2

Using OpenCSV to parse UTF-8 documents without BOM results in the first column not read. Giving as an input the same document content but encoded in UTF-8 with BOM works correctly.

I set specifically the charset to UTF-8

    fileInputStream = new FileInputStream(file);
    inputStreamReader = new InputStreamReader(fileInputStream, StandardCharsets.UTF_8);
    reader = new BufferedReader(inputStreamReader);
    HeaderColumnNameMappingStrategy<Bean> ms = new HeaderColumnNameMappingStrategy<Bean>();
    ms.setType(Bean.class);
    CsvToBean<Bean> csvToBean = new CsvToBeanBuilder<Bean>(reader).withType(Bean.class).withMappingStrategy(ms)
            .withSeparator(';').build();
    csvToBean.parse();

I've created a sample project where the issue can be reproduced: https://github.com/dajoropo/csv2beanSample

Running the Unit Test you can see how the UTF-8 file without BOM fails and with BOM works correctly.

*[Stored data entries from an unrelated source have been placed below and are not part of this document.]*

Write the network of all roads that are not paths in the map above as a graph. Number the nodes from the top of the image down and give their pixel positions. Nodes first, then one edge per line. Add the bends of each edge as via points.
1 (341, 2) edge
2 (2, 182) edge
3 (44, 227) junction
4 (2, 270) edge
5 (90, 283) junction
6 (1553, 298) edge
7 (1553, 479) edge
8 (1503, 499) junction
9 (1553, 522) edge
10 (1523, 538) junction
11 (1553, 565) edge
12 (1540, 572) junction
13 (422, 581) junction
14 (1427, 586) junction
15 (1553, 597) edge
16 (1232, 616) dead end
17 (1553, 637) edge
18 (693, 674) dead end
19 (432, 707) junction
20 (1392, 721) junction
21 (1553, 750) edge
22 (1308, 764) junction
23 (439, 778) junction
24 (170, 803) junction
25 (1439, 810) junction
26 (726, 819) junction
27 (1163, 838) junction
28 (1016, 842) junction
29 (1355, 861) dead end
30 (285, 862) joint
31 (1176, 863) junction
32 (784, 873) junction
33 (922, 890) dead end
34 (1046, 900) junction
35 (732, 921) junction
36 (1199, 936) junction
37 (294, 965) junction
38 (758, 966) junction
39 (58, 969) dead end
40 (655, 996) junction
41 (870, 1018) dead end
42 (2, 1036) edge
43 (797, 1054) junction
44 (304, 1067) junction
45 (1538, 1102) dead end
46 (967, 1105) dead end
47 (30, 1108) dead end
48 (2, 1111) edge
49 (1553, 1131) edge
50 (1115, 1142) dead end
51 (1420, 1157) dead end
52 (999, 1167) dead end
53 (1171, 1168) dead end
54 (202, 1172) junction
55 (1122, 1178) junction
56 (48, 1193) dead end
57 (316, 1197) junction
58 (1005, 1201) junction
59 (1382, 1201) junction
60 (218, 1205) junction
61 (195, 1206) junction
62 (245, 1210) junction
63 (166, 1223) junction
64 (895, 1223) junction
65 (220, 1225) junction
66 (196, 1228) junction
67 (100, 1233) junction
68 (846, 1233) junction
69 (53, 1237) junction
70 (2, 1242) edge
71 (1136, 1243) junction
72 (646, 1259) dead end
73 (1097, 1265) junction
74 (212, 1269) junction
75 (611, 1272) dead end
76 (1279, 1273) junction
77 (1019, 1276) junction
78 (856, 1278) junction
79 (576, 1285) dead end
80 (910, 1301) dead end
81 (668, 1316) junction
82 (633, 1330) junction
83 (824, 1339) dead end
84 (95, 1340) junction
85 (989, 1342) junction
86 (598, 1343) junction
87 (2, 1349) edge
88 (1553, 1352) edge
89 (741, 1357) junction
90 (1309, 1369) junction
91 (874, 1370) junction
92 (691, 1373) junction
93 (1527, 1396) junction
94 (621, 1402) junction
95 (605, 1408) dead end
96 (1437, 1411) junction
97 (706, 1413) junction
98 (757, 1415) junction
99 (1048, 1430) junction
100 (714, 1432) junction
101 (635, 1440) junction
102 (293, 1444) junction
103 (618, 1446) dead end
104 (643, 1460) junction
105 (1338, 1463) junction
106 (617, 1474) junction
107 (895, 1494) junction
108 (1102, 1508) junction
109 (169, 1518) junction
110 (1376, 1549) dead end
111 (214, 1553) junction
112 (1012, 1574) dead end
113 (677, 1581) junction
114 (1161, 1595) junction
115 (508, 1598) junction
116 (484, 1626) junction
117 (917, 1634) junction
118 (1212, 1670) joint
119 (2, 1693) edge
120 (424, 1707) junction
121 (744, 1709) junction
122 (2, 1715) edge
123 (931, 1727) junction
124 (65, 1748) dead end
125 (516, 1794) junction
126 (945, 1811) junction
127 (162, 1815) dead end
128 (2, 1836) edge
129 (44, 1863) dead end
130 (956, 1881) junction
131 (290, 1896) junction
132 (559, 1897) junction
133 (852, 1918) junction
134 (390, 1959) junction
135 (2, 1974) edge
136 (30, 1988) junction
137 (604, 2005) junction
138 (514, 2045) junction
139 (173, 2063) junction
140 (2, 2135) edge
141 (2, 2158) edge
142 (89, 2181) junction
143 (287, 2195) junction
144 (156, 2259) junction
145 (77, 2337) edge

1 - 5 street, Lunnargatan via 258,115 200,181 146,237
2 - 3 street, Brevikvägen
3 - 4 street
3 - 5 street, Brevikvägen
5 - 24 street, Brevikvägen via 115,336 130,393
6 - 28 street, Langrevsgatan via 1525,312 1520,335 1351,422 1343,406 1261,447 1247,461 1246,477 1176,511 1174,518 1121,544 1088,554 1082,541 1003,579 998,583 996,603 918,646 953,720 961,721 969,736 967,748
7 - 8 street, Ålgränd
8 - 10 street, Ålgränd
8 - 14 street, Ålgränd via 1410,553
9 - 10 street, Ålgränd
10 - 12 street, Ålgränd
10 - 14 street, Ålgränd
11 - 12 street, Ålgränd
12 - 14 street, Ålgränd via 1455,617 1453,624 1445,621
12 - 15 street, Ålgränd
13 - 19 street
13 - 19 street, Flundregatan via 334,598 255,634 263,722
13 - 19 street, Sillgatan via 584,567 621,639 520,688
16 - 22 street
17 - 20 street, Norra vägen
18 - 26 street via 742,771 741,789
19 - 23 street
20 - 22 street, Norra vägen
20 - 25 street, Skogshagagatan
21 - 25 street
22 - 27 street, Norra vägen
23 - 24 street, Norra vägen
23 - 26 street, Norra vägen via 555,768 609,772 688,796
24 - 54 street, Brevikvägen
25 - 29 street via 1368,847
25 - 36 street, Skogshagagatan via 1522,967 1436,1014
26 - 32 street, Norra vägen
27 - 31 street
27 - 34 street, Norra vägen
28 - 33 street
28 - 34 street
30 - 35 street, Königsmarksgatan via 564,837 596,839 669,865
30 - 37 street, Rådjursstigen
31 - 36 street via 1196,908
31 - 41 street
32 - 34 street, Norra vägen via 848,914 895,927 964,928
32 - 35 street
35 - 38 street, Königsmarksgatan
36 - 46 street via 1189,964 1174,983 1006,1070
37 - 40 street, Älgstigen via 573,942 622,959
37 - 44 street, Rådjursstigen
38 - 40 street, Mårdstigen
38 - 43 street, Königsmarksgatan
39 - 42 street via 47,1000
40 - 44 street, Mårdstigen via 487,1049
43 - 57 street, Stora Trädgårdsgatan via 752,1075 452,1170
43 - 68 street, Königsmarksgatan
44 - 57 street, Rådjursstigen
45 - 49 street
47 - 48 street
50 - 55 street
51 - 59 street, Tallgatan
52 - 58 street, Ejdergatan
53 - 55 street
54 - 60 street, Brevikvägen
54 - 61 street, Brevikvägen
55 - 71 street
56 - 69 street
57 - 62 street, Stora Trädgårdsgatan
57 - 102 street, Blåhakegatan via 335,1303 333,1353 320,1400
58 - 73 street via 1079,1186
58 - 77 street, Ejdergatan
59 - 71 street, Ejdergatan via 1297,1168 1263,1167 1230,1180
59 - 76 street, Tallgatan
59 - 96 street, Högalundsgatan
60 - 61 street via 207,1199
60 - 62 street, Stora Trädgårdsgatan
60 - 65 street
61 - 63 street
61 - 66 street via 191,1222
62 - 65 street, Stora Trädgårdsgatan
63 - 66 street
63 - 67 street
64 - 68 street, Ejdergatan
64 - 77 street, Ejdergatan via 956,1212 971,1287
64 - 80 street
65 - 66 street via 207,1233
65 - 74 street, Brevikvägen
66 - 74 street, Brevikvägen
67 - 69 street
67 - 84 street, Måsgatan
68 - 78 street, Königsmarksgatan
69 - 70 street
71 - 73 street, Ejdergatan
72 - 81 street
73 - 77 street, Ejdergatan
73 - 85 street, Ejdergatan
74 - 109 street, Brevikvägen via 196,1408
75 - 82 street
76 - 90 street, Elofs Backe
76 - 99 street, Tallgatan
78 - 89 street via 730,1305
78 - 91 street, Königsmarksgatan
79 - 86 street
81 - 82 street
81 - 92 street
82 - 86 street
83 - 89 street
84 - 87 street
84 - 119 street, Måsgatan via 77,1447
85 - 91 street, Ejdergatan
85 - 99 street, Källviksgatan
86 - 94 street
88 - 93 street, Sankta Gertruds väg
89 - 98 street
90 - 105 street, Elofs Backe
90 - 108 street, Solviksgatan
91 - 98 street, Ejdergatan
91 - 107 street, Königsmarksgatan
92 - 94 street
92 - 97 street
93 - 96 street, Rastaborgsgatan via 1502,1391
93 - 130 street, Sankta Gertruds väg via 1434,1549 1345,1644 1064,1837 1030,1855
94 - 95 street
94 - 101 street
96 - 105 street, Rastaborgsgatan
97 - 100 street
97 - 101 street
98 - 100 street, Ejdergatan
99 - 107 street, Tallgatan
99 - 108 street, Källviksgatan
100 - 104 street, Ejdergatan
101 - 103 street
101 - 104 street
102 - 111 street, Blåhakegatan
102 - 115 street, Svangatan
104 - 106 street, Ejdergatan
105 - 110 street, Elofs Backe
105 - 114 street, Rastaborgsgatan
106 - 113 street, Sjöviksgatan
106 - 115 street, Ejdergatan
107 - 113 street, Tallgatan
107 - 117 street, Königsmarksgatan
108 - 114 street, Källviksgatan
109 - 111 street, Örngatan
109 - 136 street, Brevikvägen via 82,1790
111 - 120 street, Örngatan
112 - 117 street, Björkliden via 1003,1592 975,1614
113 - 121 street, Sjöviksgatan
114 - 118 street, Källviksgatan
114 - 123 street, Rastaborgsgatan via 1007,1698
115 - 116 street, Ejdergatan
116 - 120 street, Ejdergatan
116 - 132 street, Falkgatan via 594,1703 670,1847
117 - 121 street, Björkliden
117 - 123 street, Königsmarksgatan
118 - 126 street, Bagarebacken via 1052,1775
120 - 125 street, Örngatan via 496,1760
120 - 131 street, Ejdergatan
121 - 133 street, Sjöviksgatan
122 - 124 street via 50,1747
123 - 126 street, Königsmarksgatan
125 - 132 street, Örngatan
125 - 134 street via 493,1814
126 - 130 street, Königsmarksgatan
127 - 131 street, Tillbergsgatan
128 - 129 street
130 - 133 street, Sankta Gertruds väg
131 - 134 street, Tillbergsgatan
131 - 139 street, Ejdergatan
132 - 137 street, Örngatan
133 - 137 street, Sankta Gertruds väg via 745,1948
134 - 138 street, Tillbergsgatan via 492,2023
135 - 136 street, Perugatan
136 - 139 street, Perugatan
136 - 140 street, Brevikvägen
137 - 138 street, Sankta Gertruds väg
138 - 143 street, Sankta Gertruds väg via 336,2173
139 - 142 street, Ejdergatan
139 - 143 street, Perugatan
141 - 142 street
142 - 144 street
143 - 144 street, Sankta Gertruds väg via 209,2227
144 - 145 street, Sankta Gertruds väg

The error comes in the second assertion, because the first column in not read. Result it:

[Bean [a=null, b=second, c=third]]

Any hint?

Daniel Rodríguez
  • 548
  • 1
  • 10
  • 30
  • What assertion fails - number of parsed lines or it is not equal to "first" (so what is it?)? – Alexander Pavlov May 17 '19 at 18:53
  • Also, OpenCSV is open source. You have small test which reproduces problem - just walk-through with a debugger and check what's wrong – Alexander Pavlov May 17 '19 at 18:56
  • @AlexanderPavlov the question is now updated specifying the error. I've tried debugging OpenCSV. I've seen that the first column is written wrongly in the fieldMap inside HeaderColumnNameMappingStrategy = [ ,A] instead of [A]. But I don't know why this happens. – Daniel Rodríguez May 20 '19 at 10:40

1 Answers1

5

If I open Bean class in you project and search for "B" then I can find one entry. If I search for "A" then I cannot :) It means you copy/pasted A with BOM header to Bean class. BOM header is not visible but still taken into account.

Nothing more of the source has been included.